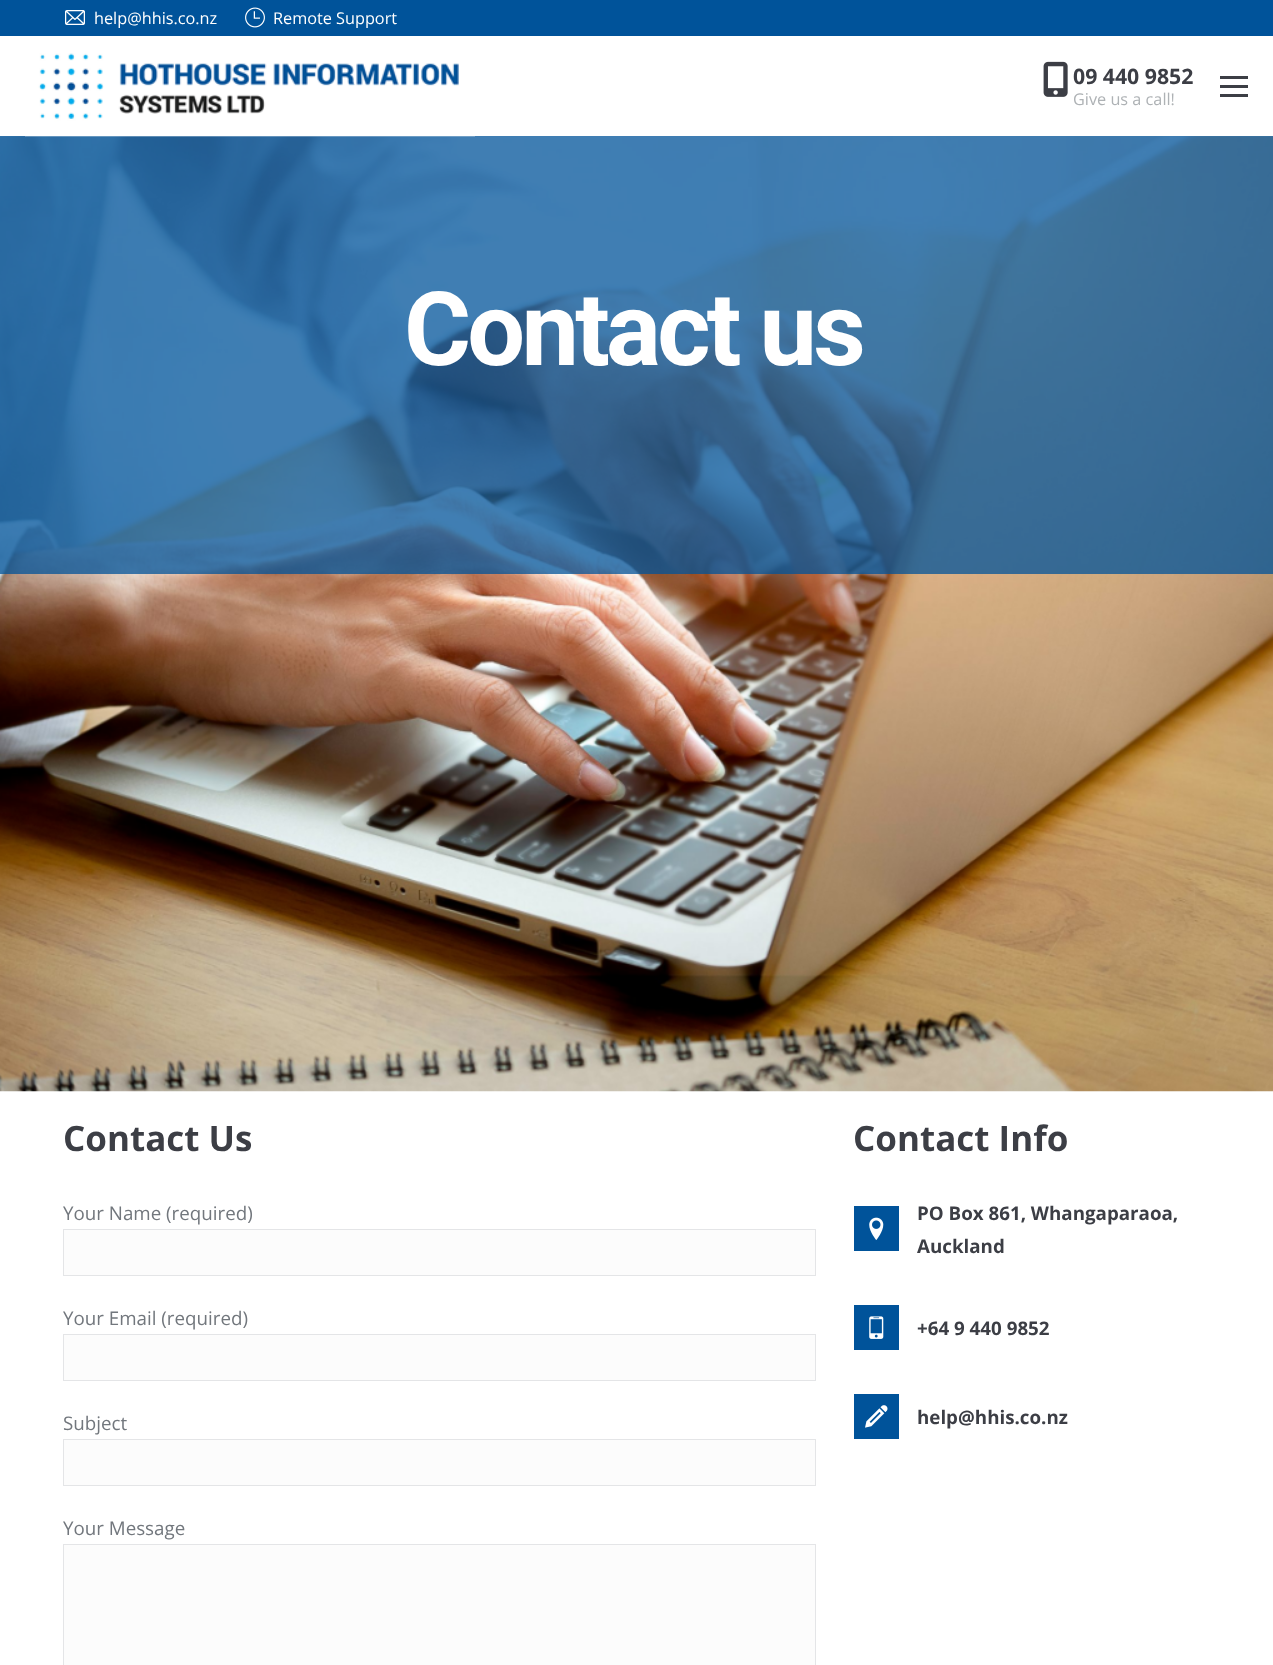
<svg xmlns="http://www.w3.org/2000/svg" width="1273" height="1665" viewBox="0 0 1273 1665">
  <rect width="100%" height="100%" fill="rgb(255,255,255)"/>
  <rect x="0" y="0" width="1273" height="36" fill="rgb(0,83,154)"/>
  <image x="65" y="10" width="20" height="15" href="pic1.png"/>
  <text x="94" y="24" font-family="Open Sans" font-size="16.25" fill="rgb(255,255,255)">help@hhis.co.nz</text>
  <image x="245" y="7" width="20" height="21" href="pic2.png"/>
  <text x="273" y="24" font-family="Open Sans" font-size="16.25" fill="rgb(255,255,255)">Remote Support</text>
  <image x="0" y="136" width="1273" height="956" href="pic5.png"/>
  <rect x="0" y="136" width="1273" height="438" fill="rgba(0,83,154,0.75)"/>
  <image x="25" y="53" width="450" height="84" href="pic3.png"/>
  <image x="1043" y="61" width="25" height="36" href="pic4.png"/>
  <text x="1073" y="84" font-family="Open Sans" font-size="21.25" font-weight="bold" fill="rgb(60,62,69)">09 440 9852</text>
  <text x="1073" y="105" font-family="Open Sans" font-size="16.25" fill="rgb(174,178,181)">Give us a call!</text>
  <rect x="1220" y="76" width="28" height="3" fill="rgb(60,62,69)"/>
  <rect x="1220" y="85" width="28" height="3" fill="rgb(60,62,69)"/>
  <rect x="1220" y="94" width="28" height="3" fill="rgb(60,62,69)"/>
  <text x="404" y="365" font-family="Roboto" font-size="102.5" font-weight="bold" letter-spacing="-3.75" fill="rgb(255,255,255)">Contact us</text>
  <text x="63" y="1151" font-family="Open Sans" font-size="35" font-weight="bold" fill="rgb(60,62,69)">Contact Us</text>
  <text x="63" y="1220" font-family="Open Sans" font-size="18.75" fill="rgb(114,119,125)">Your Name (required)</text>
  <rect x="63.5" y="1229.5" width="752" height="46" fill="rgb(252,252,252)" stroke="rgb(228,229,231)"/>
  <text x="63" y="1325" font-family="Open Sans" font-size="18.75" fill="rgb(114,119,125)">Your Email (required)</text>
  <rect x="63.5" y="1334.5" width="752" height="46" fill="rgb(252,252,252)" stroke="rgb(228,229,231)"/>
  <text x="63" y="1430" font-family="Open Sans" font-size="18.75" fill="rgb(114,119,125)">Subject</text>
  <rect x="63.5" y="1439.5" width="752" height="46" fill="rgb(252,252,252)" stroke="rgb(228,229,231)"/>
  <text x="63" y="1535" font-family="Open Sans" font-size="18.75" fill="rgb(114,119,125)">Your Message</text>
  <rect x="63.5" y="1544.5" width="752" height="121" fill="rgb(252,252,252)" stroke="rgb(228,229,231)"/>
  <text x="853" y="1151" font-family="Open Sans" font-size="35" font-weight="bold" fill="rgb(60,62,69)">Contact Info</text>
  <rect x="854" y="1206" width="45" height="45" fill="rgb(0,83,154)"/>
  <image x="869" y="1217" width="15" height="23" href="pic6.png"/>
  <g font-family="Open Sans" font-size="18.75" font-weight="bold" fill="rgb(60,62,69)">
    <text>
      <tspan x="917" y="1220">PO Box 861, Whangaparaoa,</tspan>
      <tspan x="917" y="1253">Auckland</tspan>
    </text>
  </g>
  <rect x="854" y="1305" width="45" height="45" fill="rgb(0,83,154)"/>
  <image x="869" y="1316" width="15" height="23" href="pic7.png"/>
  <text x="917" y="1335" font-family="Open Sans" font-size="18.75" font-weight="bold" fill="rgb(60,62,69)">+64 9 440 9852</text>
  <rect x="854" y="1394" width="45" height="45" fill="rgb(0,83,154)"/>
  <image x="865" y="1405" width="23" height="23" href="pic8.png"/>
  <text x="917" y="1424" font-family="Open Sans" font-size="18.75" font-weight="bold" fill="rgb(60,62,69)">help@hhis.co.nz</text>
</svg>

=-=-=

◆ **Aim of the exercise**:
Looking at the material above, say how many of its lines hold the word "image", giving only the number.

◆ **Output below**:
8